Her reply left me speechless; I just felt weird. It wasn’t acceptance. It wasn’t surprise, either, and it wasn’t as extreme as fear. But I felt as if I had suddenly spotted a huge black pit, with no bottom to be seen, right where I’d been about to step.

“Third-year Class 3? You’re sure?”

“When you say that, I don’t feel so sure anymore.”

My grandfather was bobbing his head in time to my grandmother’s voice.

“Do you still have her yearbook?”

“I don’t think we’d have that here. If there is one, I would imagine it’s at your father’s house. When she got married, I think she took all that sort of thing with her.”

“Oh.”

I wondered if my father still had stuff like that at home. At least, I never remembered being shown any of it.

“So then, Grandma.” I continued with my questions. “Twenty-six years ago, when my mom was in third year, in Class 3, did a kid in her class die in an accident or anything like that?”

“An accident? With one of the children in her class…?”

My grandmother looked over to check on my grandfather once again; then her eyes sought refuge in the garden. Finally she let out a slow sigh.

“I seem to recall that there was, now that you mention it,” she answered as if to herself, half in reflection. “I can’t remember what sort of an accident it was, though. What a good child. It was terrible, when that happened…”

“What was the kid’s name?” I was more aggressive than I meant to be. “Was it Misaki?”

“…I really don’t know.”

Once again, my grandmother’s gaze fled anxiously to the garden.

“Misaki. Misaki,” My grandfather murmured in his age-wracked voice.

“Good morning. Good morning.” The mynah bird, Ray, had been well behaved up till then, but now she suddenly spoke up in her shrill voice, startling me. “Good morning, Ray. Good morning.”

“I suppose Reiko would remember much better than I do,” my grandmother said.

“But Reiko was only three or four years old back then, wasn’t she?”

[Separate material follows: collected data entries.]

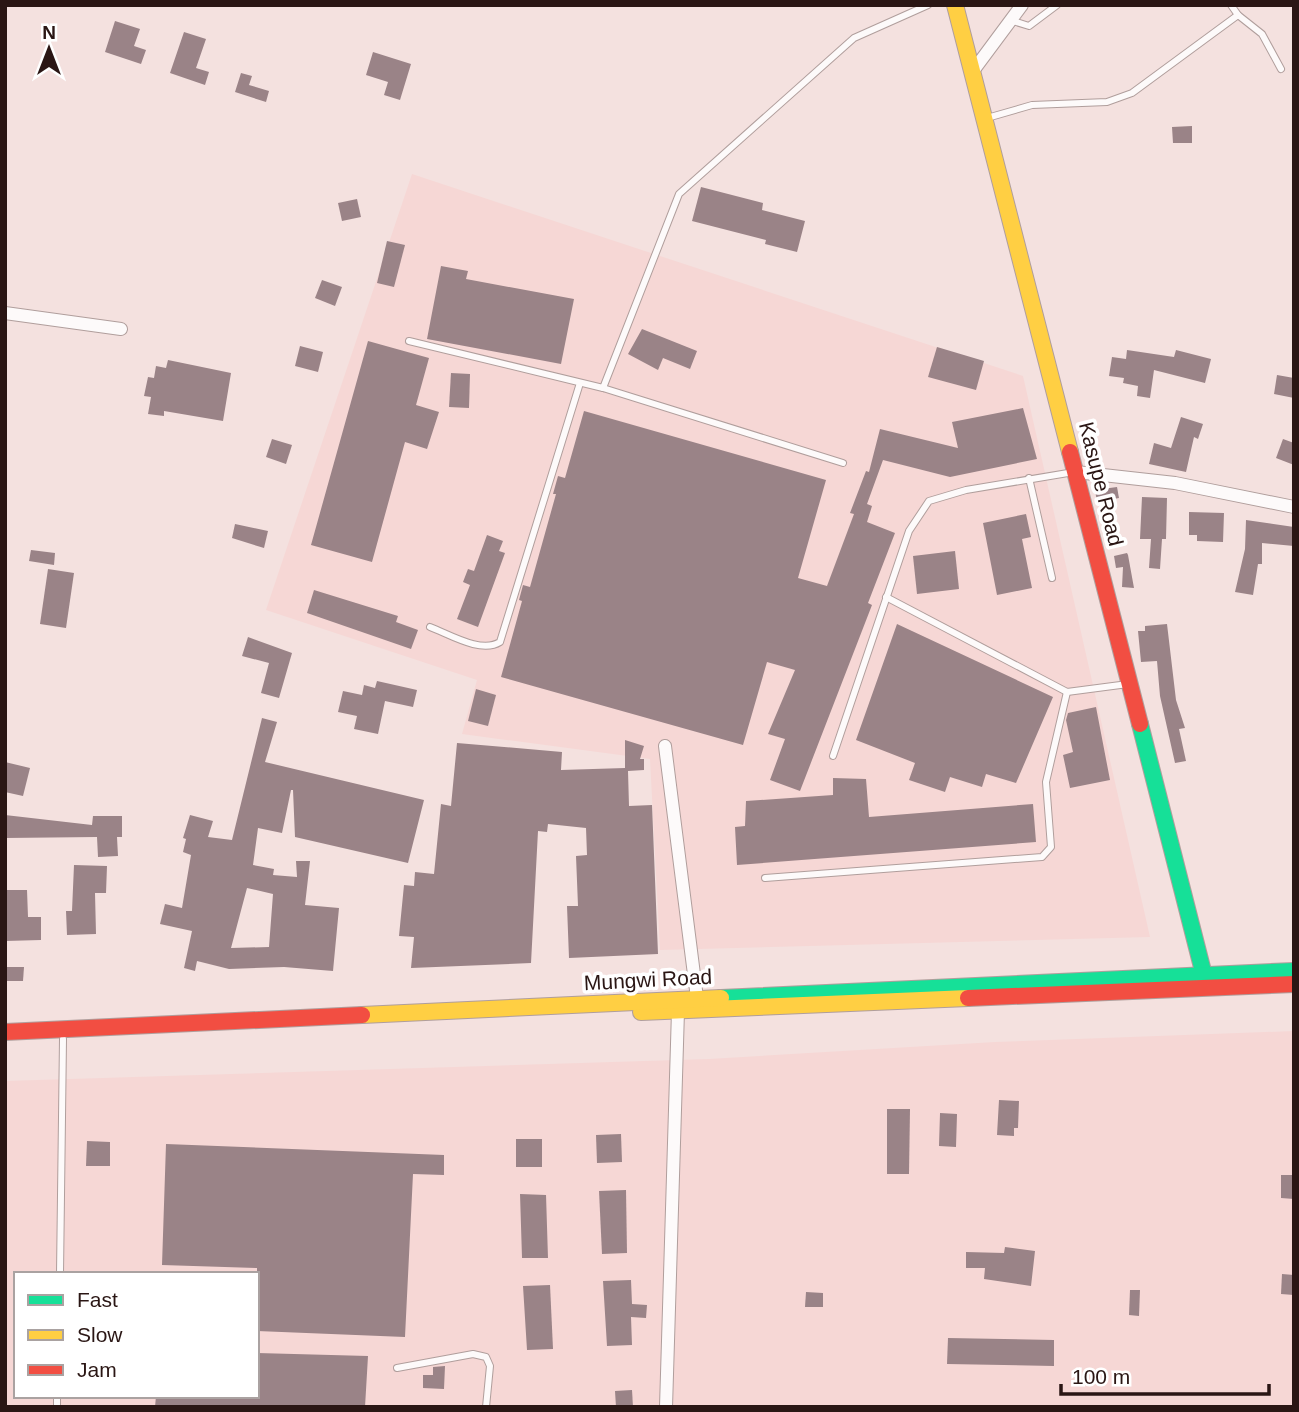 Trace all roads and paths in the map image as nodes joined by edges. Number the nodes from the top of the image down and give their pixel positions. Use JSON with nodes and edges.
{"nodes":[{"id":1,"x":928,"y":5,"type":"edge"},
{"id":2,"x":955,"y":5,"type":"edge"},
{"id":3,"x":1022,"y":5,"type":"edge"},
{"id":4,"x":1058,"y":5,"type":"edge"},
{"id":5,"x":1231,"y":5,"type":"edge"},
{"id":6,"x":1238,"y":15,"type":"junction"},
{"id":7,"x":1013,"y":21,"type":"junction"},
{"id":8,"x":1281,"y":69,"type":"dead end"},
{"id":9,"x":973,"y":71,"type":"junction"},
{"id":10,"x":985,"y":119,"type":"junction"},
{"id":11,"x":5,"y":313,"type":"edge"},
{"id":12,"x":121,"y":329,"type":"dead end"},
{"id":13,"x":409,"y":341,"type":"dead end"},
{"id":14,"x":580,"y":383,"type":"junction"},
{"id":15,"x":603,"y":388,"type":"junction"},
{"id":16,"x":843,"y":463,"type":"dead end"},
{"id":17,"x":1076,"y":472,"type":"junction"},
{"id":18,"x":1029,"y":478,"type":"junction"},
{"id":19,"x":1294,"y":507,"type":"edge"},
{"id":20,"x":1052,"y":578,"type":"dead end"},
{"id":21,"x":886,"y":597,"type":"junction"},
{"id":22,"x":430,"y":627,"type":"dead end"},
{"id":23,"x":1130,"y":684,"type":"junction"},
{"id":24,"x":1067,"y":692,"type":"junction"},
{"id":25,"x":665,"y":747,"type":"dead end"},
{"id":26,"x":833,"y":756,"type":"dead end"},
{"id":27,"x":765,"y":878,"type":"dead end"},
{"id":28,"x":1294,"y":971,"type":"edge"},
{"id":29,"x":1205,"y":980,"type":"junction"},
{"id":30,"x":1294,"y":984,"type":"edge"},
{"id":31,"x":697,"y":999,"type":"junction"},
{"id":32,"x":678,"y":1010,"type":"junction"},
{"id":33,"x":5,"y":1032,"type":"edge"},
{"id":34,"x":63,"y":1039,"type":"junction"},
{"id":35,"x":5,"y":1042,"type":"edge"},
{"id":36,"x":60,"y":1272,"type":"edge"},
{"id":37,"x":397,"y":1367,"type":"dead end"},
{"id":38,"x":486,"y":1407,"type":"edge"},
{"id":39,"x":666,"y":1407,"type":"edge"}],
"edges":[{"from":1,"to":15,"type":"lane"},
{"from":2,"to":9,"type":"main road","name":"Kasupe Road"},
{"from":3,"to":7,"type":"street"},
{"from":4,"to":7,"type":"lane"},
{"from":5,"to":6,"type":"lane"},
{"from":6,"to":8,"type":"lane"},
{"from":6,"to":10,"type":"lane"},
{"from":7,"to":9,"type":"street"},
{"from":9,"to":10,"type":"main road","name":"Kasupe Road"},
{"from":10,"to":17,"type":"main road","name":"Kasupe Road"},
{"from":11,"to":12,"type":"street"},
{"from":13,"to":14,"type":"lane"},
{"from":14,"to":15,"type":"lane"},
{"from":14,"to":22,"type":"lane"},
{"from":15,"to":16,"type":"lane"},
{"from":17,"to":18,"type":"lane"},
{"from":17,"to":19,"type":"street"},
{"from":17,"to":23,"type":"main road","name":"Kasupe Road"},
{"from":18,"to":20,"type":"lane"},
{"from":18,"to":21,"type":"lane"},
{"from":21,"to":24,"type":"lane"},
{"from":21,"to":26,"type":"lane"},
{"from":23,"to":24,"type":"lane"},
{"from":23,"to":29,"type":"main road","name":"Kasupe Road"},
{"from":24,"to":27,"type":"lane"},
{"from":25,"to":31,"type":"street"},
{"from":28,"to":29,"type":"main road","name":"Mungwi Road"},
{"from":29,"to":30,"type":"main road","name":"Mungwi Road"},
{"from":29,"to":31,"type":"main road","name":"Mungwi Road"},
{"from":29,"to":32,"type":"main road","name":"Mungwi Road"},
{"from":31,"to":33,"type":"main road","name":"Mungwi Road"},
{"from":32,"to":34,"type":"main road","name":"Mungwi Road"},
{"from":32,"to":39,"type":"street"},
{"from":34,"to":35,"type":"main road","name":"Mungwi Road"},
{"from":34,"to":36,"type":"lane"},
{"from":37,"to":38,"type":"lane"}]}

She must have been, considering the age difference between the two sisters. Then my grandmother’s expression abruptly shifted into a confident cast and she nodded deeply to herself. “Yes, yes. Ritsuko was taking her high school entrance exams. I was still looking after Reiko. That was a tough year! Grandpa was all work-work-work and never helped out at all.”

My grandmother fixed a scrutinizing eye on my grandfather. “Isn’t that right?” His lips were moving, like a drawstring purse, in pinched mumbles.

“Why? Why?” Ray asked in her high-pitched voice. “Why? Ray, why?”

  

3

It was pretty late at night when Reiko came home. She’d had dinner out. She looked as if she’d had a good amount of alcohol with it. I recognized the smell and her eyes were a little bloodshot, too.

“You think you’re going to ace the midterms next week?”

After collapsing onto the sofa in the living room, she seemed to have noticed that I was in the room with her and so turned this sudden question on me. She sounded as if she was slurring her words ever so slightly. She wasn’t all the way to “drunk,” but this was the first time I’d seen Reiko even this bad.

“No way.” My confusion brought out an honest answer. “I’m still studying for them, as much as I have to.”

“Well, excuse me.”

She chortled softly, then drained the glass of cool water my grandmother had brought her. As I watched her, all at once I—

I pictured how my dead mother must have had alcohol and gotten drunk like this long ago, too. The thought sent a rush through my heart and, in the same moment, I felt my chest squeezing tighter.

“Ah-h-h, today wiped me
out
.”

Reiko stretched out grandiosely from her seat on the couch. She turned her eyes, almost wistful, on me.

“It’s tough being an adult. All these people wanting to spend time with you,
holding you back
. And then…”

“How are you, Reiko?” My grandmother walked over, her head cocked, looking worried. “You don’t usually get like this.”